What is your NAPS plan?
The NAPS plan is a way to start observing your baby's natural sleepiness and alertness cycles -- to recognize their signs of sleepiness and initiate sleep while they're sleepy. ... Somewhere around 90 minutes, you look for your baby's signs of sleepiness and put them down for a nap. (If you miss that window, after about 10 to 15 minutes, baby will go back to a state of alertness and won't be ready to sleep for another 90 minutes.)

So, why does it work? Why is a baby ready to sleep after 90 minutes of wakefulness?
There's this 90-minute clock that appears to be running in your brain all the time, that you're not aware of. ... This basic rest and activity cycle is seen in all mammals -- whether it's a horse or an elephant or a cat.
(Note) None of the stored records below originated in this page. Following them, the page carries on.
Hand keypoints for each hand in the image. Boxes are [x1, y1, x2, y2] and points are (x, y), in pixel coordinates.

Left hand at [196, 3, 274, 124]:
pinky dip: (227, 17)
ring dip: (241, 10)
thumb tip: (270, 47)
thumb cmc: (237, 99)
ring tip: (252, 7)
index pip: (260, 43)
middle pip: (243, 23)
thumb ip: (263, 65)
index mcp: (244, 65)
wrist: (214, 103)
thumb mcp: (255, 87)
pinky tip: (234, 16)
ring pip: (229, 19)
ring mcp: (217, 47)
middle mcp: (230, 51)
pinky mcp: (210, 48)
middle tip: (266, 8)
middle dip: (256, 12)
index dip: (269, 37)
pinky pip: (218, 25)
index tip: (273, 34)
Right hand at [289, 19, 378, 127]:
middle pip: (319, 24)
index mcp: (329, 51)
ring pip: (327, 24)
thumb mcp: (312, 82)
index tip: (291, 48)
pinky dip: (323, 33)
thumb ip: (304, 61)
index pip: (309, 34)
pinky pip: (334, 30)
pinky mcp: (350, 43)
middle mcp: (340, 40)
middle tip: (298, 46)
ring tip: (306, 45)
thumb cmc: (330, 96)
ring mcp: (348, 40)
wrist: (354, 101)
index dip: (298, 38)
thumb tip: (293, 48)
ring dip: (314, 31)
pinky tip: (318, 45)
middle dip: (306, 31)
So cats have about a 22-minute repeating pattern. Monkeys have a 72-minute pattern.
(Moore adds that we don't know why the 90-minute cycle is important in humans and that there haven't been large, systematic studies on baby sleep and the 90-minute cycle.)

It seems counterintuitive, so why does more daytime sleep beget more nighttime sleep?
If you want them to sleep through the night, you really have to focus on the daytime sleep first. People always ask me if I'm nuts. And I say, "It's not going to kill you to try this for a few days."
One of the things that gets tiring for babies is all that sensory noise that they can't sort out yet. Sleep helps reset that signal-to-noise ratio. Good sleep takes that noise level down so you can pick out the meaningful information from this barrage of stimulation. Not being able to do that puts their system out of balance or overloads it. Not being able to sleep enough during the day means their system has to work harder at night to be able to discharge that noise.
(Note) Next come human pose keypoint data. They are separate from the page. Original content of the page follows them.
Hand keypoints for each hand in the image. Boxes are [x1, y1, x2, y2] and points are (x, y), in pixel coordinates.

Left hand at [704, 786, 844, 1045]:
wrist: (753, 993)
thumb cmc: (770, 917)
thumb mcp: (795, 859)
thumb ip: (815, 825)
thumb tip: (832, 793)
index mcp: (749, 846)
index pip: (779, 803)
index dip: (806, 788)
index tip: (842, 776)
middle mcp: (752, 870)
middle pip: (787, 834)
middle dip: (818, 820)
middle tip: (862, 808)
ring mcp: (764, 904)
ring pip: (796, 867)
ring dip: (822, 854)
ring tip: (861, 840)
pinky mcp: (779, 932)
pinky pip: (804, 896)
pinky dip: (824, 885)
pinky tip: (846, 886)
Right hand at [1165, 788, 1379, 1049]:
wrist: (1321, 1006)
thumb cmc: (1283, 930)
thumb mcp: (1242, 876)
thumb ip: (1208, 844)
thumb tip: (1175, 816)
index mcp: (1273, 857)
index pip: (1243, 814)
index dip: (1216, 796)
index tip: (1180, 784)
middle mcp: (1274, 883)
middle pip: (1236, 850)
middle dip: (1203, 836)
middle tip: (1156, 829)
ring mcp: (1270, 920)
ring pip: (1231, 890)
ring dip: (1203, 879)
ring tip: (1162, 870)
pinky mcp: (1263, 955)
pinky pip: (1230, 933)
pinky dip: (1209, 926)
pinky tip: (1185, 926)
How do you feel about co-sleeping in bed with parents?
It is so wonderful and warm and snuggly. I can't say it's terrible and nobody should ever do it. What I will say is that people who co-sleep -- easy as it is when they're babies -- run into a problem when they're toddlers. It's very difficult to get your toddler to sleep on his own when he's been in your bed. I suggest co-sleeping in a limited way. Older children become dependent on your presence to fall asleep. ... Babies that know how to soothe themselves end up with better coping skills for all kinds of stressors later in life.

How do parents react when you ask them to slow down and increase their child's naps?
I don't think they're wild about it. But it's true. I say, "I want you to think about sleep, which is as important a biological drive as eating." And I say, "Would you ever say, 'It's not convenient to feed my child right now?' " You wouldn't. We'd never think of saying that.

Dr. Polly Moore created the NAPS plan to help parents clue into her 90-minute cycle theory. Here's how it works.

N: Note the time when your baby wakes up.

A: Add 90 minutes.

P: Play with your baby.

S: Soothe your baby to sleep as the 90 minutes wind down.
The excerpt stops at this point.